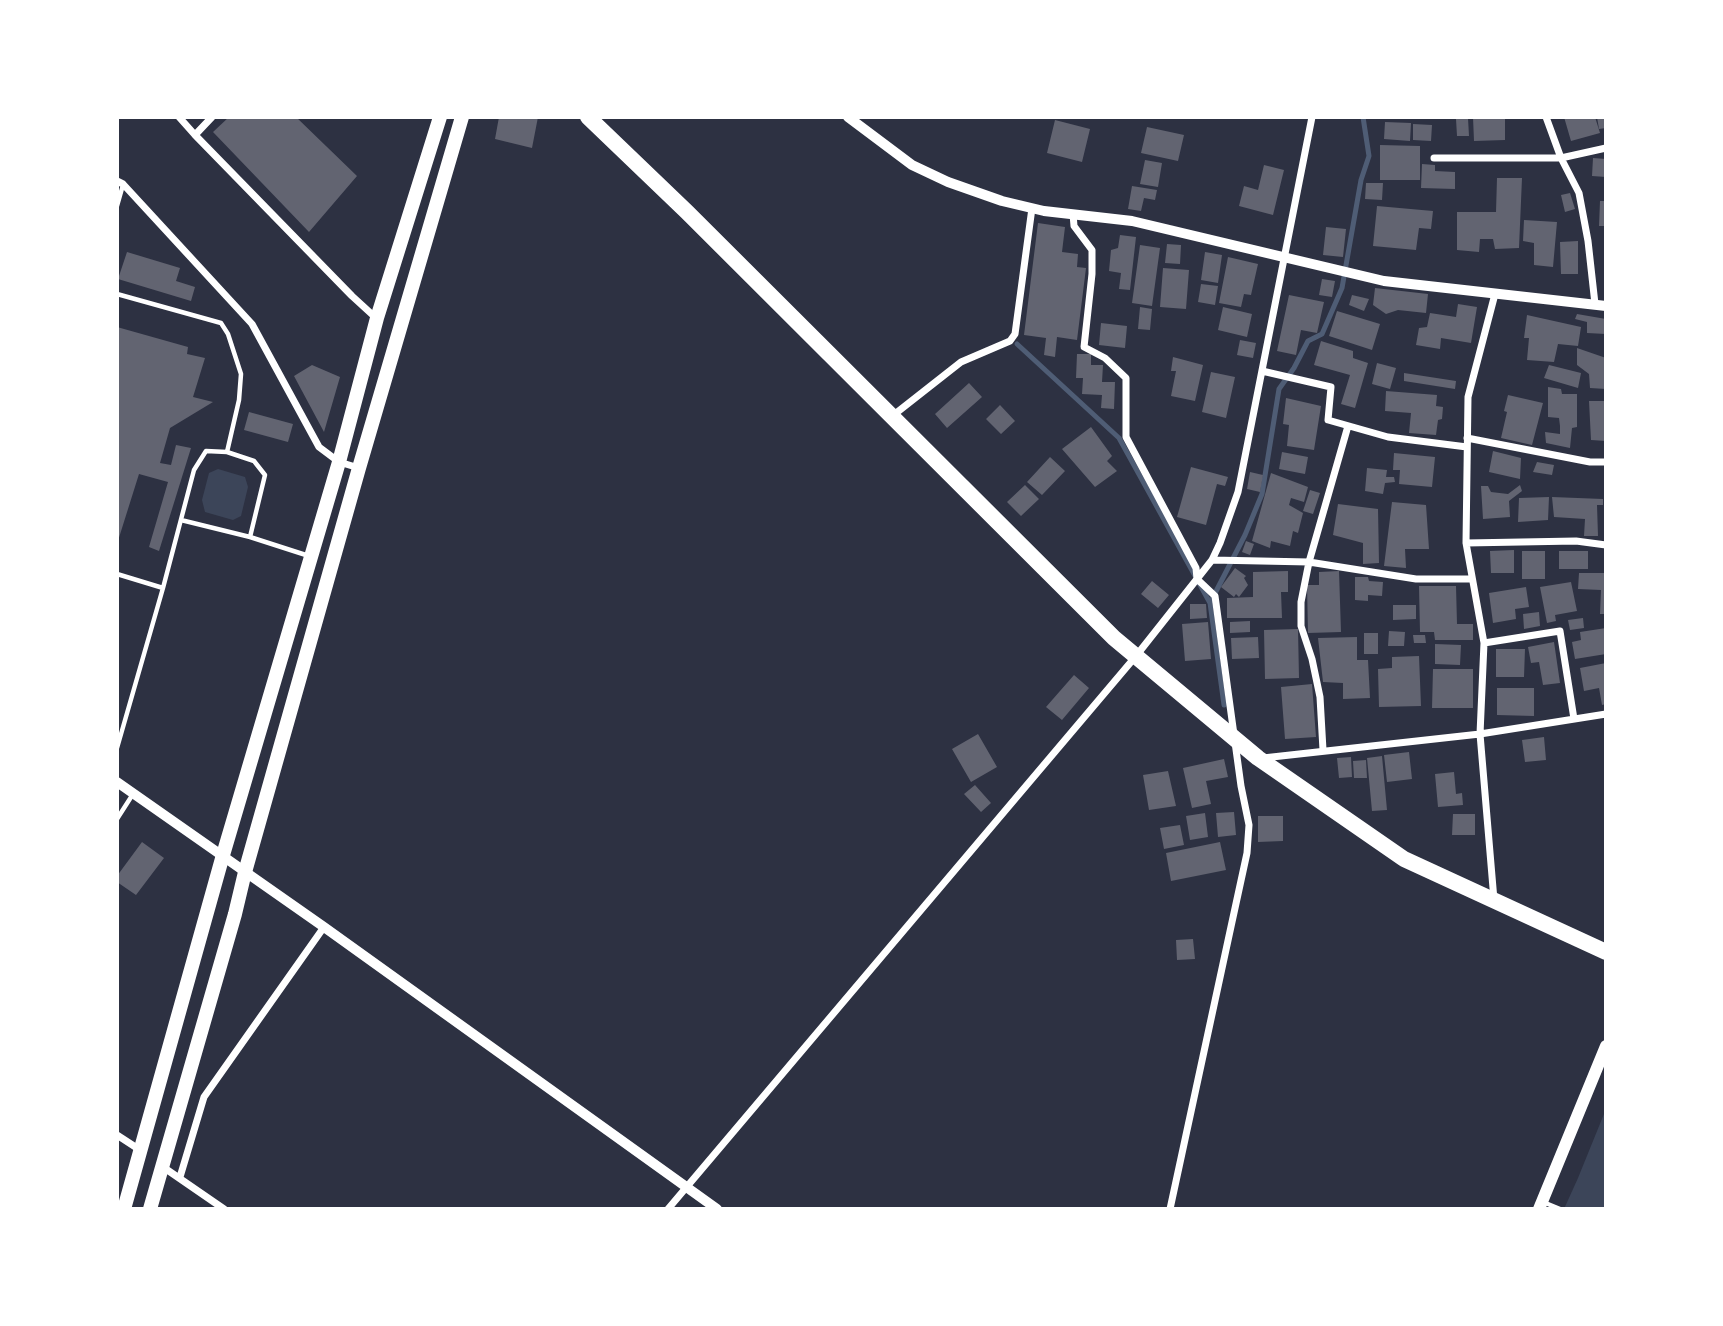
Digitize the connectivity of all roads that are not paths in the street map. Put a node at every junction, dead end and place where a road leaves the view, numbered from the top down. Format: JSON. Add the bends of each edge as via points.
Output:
{"nodes":[{"id":1,"x":179,"y":117,"type":"edge"},
{"id":2,"x":212,"y":117,"type":"edge"},
{"id":3,"x":440,"y":117,"type":"edge"},
{"id":4,"x":462,"y":117,"type":"edge"},
{"id":5,"x":588,"y":117,"type":"edge"},
{"id":6,"x":848,"y":117,"type":"edge"},
{"id":7,"x":1312,"y":117,"type":"edge"},
{"id":8,"x":1546,"y":117,"type":"edge"},
{"id":9,"x":195,"y":135,"type":"junction"},
{"id":10,"x":1606,"y":148,"type":"edge"},
{"id":11,"x":1434,"y":158,"type":"dead end"},
{"id":12,"x":1561,"y":158,"type":"junction"},
{"id":13,"x":120,"y":183,"type":"edge"},
{"id":14,"x":117,"y":206,"type":"edge"},
{"id":15,"x":1032,"y":208,"type":"junction"},
{"id":16,"x":1073,"y":214,"type":"junction"},
{"id":17,"x":1285,"y":257,"type":"junction"},
{"id":18,"x":117,"y":294,"type":"edge"},
{"id":19,"x":1495,"y":294,"type":"junction"},
{"id":20,"x":1600,"y":305,"type":"edge"},
{"id":21,"x":377,"y":318,"type":"junction"},
{"id":22,"x":1262,"y":372,"type":"junction"},
{"id":23,"x":891,"y":417,"type":"junction"},
{"id":24,"x":1348,"y":426,"type":"junction"},
{"id":25,"x":1467,"y":442,"type":"junction"},
{"id":26,"x":227,"y":452,"type":"junction"},
{"id":27,"x":339,"y":461,"type":"junction"},
{"id":28,"x":1606,"y":462,"type":"edge"},
{"id":29,"x":359,"y":468,"type":"junction"},
{"id":30,"x":181,"y":520,"type":"junction"},
{"id":31,"x":250,"y":537,"type":"junction"},
{"id":32,"x":1466,"y":543,"type":"junction"},
{"id":33,"x":1606,"y":545,"type":"edge"},
{"id":34,"x":311,"y":557,"type":"junction"},
{"id":35,"x":1212,"y":560,"type":"junction"},
{"id":36,"x":1309,"y":562,"type":"junction"},
{"id":37,"x":117,"y":574,"type":"edge"},
{"id":38,"x":1197,"y":579,"type":"junction"},
{"id":39,"x":1471,"y":579,"type":"junction"},
{"id":40,"x":163,"y":588,"type":"junction"},
{"id":41,"x":1484,"y":643,"type":"junction"},
{"id":42,"x":1136,"y":656,"type":"junction"},
{"id":43,"x":1606,"y":714,"type":"edge"},
{"id":44,"x":1574,"y":719,"type":"junction"},
{"id":45,"x":1480,"y":734,"type":"junction"},
{"id":46,"x":1235,"y":739,"type":"junction"},
{"id":47,"x":117,"y":748,"type":"edge"},
{"id":48,"x":1323,"y":750,"type":"junction"},
{"id":49,"x":1258,"y":758,"type":"junction"},
{"id":50,"x":117,"y":782,"type":"edge"},
{"id":51,"x":133,"y":793,"type":"junction"},
{"id":52,"x":117,"y":819,"type":"edge"},
{"id":53,"x":223,"y":855,"type":"junction"},
{"id":54,"x":245,"y":872,"type":"junction"},
{"id":55,"x":1494,"y":900,"type":"junction"},
{"id":56,"x":324,"y":927,"type":"junction"},
{"id":57,"x":1606,"y":952,"type":"edge"},
{"id":58,"x":1606,"y":1046,"type":"edge"},
{"id":59,"x":117,"y":1135,"type":"edge"},
{"id":60,"x":141,"y":1150,"type":"junction"},
{"id":61,"x":162,"y":1167,"type":"junction"},
{"id":62,"x":180,"y":1177,"type":"junction"},
{"id":63,"x":686,"y":1187,"type":"junction"},
{"id":64,"x":1541,"y":1205,"type":"edge"},
{"id":65,"x":124,"y":1209,"type":"edge"},
{"id":66,"x":150,"y":1209,"type":"edge"},
{"id":67,"x":224,"y":1209,"type":"edge"},
{"id":68,"x":668,"y":1209,"type":"edge"},
{"id":69,"x":717,"y":1209,"type":"edge"},
{"id":70,"x":1170,"y":1209,"type":"edge"},
{"id":71,"x":1560,"y":1209,"type":"edge"}],
"edges":[{"from":1,"to":9,"type":"street"},
{"from":2,"to":9,"type":"street"},
{"from":3,"to":21,"type":"main road"},
{"from":4,"to":29,"type":"main road"},
{"from":5,"to":23,"type":"highway"},
{"from":6,"to":15,"type":"street","via":[[912,165],[948,182]]},
{"from":7,"to":17,"type":"street"},
{"from":8,"to":12,"type":"street"},
{"from":9,"to":21,"type":"street"},
{"from":10,"to":12,"type":"street"},
{"from":11,"to":12,"type":"street"},
{"from":12,"to":20,"type":"street","via":[[1579,193]]},
{"from":13,"to":14,"type":"lane"},
{"from":13,"to":27,"type":"street","via":[[252,324],[319,447]]},
{"from":15,"to":16,"type":"street"},
{"from":15,"to":23,"type":"street","via":[[1016,334],[1010,341],[961,362]]},
{"from":16,"to":17,"type":"street","via":[[1132,221]]},
{"from":16,"to":38,"type":"street","via":[[1074,226],[1092,250],[1084,347],[1105,358],[1126,378],[1126,437],[1196,568]]},
{"from":17,"to":19,"type":"street","via":[[1384,281]]},
{"from":17,"to":22,"type":"street"},
{"from":18,"to":26,"type":"lane","via":[[221,323],[241,374]]},
{"from":19,"to":20,"type":"street"},
{"from":19,"to":25,"type":"street","via":[[1468,397]]},
{"from":21,"to":27,"type":"main road"},
{"from":22,"to":24,"type":"street","via":[[1331,387],[1328,420]]},
{"from":22,"to":35,"type":"street","via":[[1238,492]]},
{"from":23,"to":42,"type":"highway"},
{"from":24,"to":25,"type":"street","via":[[1388,437]]},
{"from":24,"to":36,"type":"street"},
{"from":25,"to":28,"type":"street"},
{"from":25,"to":32,"type":"street"},
{"from":26,"to":30,"type":"lane","via":[[206,451],[194,470]]},
{"from":26,"to":31,"type":"lane","via":[[254,461],[265,475]]},
{"from":27,"to":29,"type":"street"},
{"from":27,"to":34,"type":"main road"},
{"from":29,"to":54,"type":"main road"},
{"from":30,"to":31,"type":"lane"},
{"from":30,"to":40,"type":"lane"},
{"from":31,"to":34,"type":"lane"},
{"from":32,"to":33,"type":"street","via":[[1576,541]]},
{"from":32,"to":39,"type":"street"},
{"from":34,"to":53,"type":"main road"},
{"from":35,"to":36,"type":"street"},
{"from":35,"to":38,"type":"street"},
{"from":36,"to":39,"type":"street","via":[[1416,579]]},
{"from":36,"to":48,"type":"street","via":[[1301,626],[1320,696]]},
{"from":37,"to":40,"type":"lane"},
{"from":38,"to":42,"type":"street"},
{"from":38,"to":46,"type":"street","via":[[1215,596]]},
{"from":39,"to":41,"type":"street"},
{"from":40,"to":47,"type":"lane"},
{"from":41,"to":44,"type":"street","via":[[1560,631]]},
{"from":41,"to":45,"type":"street"},
{"from":42,"to":46,"type":"highway"},
{"from":42,"to":63,"type":"street"},
{"from":43,"to":44,"type":"street"},
{"from":44,"to":45,"type":"street"},
{"from":45,"to":48,"type":"street"},
{"from":45,"to":55,"type":"street"},
{"from":46,"to":49,"type":"highway"},
{"from":46,"to":70,"type":"street","via":[[1249,825],[1247,853]]},
{"from":48,"to":49,"type":"street"},
{"from":49,"to":55,"type":"highway","via":[[1405,859]]},
{"from":50,"to":51,"type":"street"},
{"from":51,"to":52,"type":"lane"},
{"from":51,"to":53,"type":"street"},
{"from":53,"to":54,"type":"street"},
{"from":53,"to":60,"type":"main road"},
{"from":54,"to":56,"type":"street"},
{"from":54,"to":61,"type":"main road"},
{"from":55,"to":57,"type":"highway"},
{"from":56,"to":62,"type":"street","via":[[204,1097]]},
{"from":56,"to":63,"type":"street"},
{"from":58,"to":64,"type":"main road"},
{"from":59,"to":60,"type":"street"},
{"from":60,"to":65,"type":"main road"},
{"from":61,"to":62,"type":"street"},
{"from":61,"to":66,"type":"main road"},
{"from":62,"to":67,"type":"street"},
{"from":63,"to":68,"type":"street"},
{"from":63,"to":69,"type":"street"},
{"from":64,"to":71,"type":"lane"}]}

## GOAL OF THE EXERCISE
Above are the records; copy every line in them that holds the word "road".

## RESPONSE BELOW
Digitize the connectivity of all roads that are not paths in the street map. Put a node at every junction, dead end and place where a road leaves the view, numbered from the top down. Format: JSON. Add the bends of each edge as via points.
{"from":3,"to":21,"type":"main road"},
{"from":4,"to":29,"type":"main road"},
{"from":21,"to":27,"type":"main road"},
{"from":27,"to":34,"type":"main road"},
{"from":29,"to":54,"type":"main road"},
{"from":34,"to":53,"type":"main road"},
{"from":53,"to":60,"type":"main road"},
{"from":54,"to":61,"type":"main road"},
{"from":58,"to":64,"type":"main road"},
{"from":60,"to":65,"type":"main road"},
{"from":61,"to":66,"type":"main road"},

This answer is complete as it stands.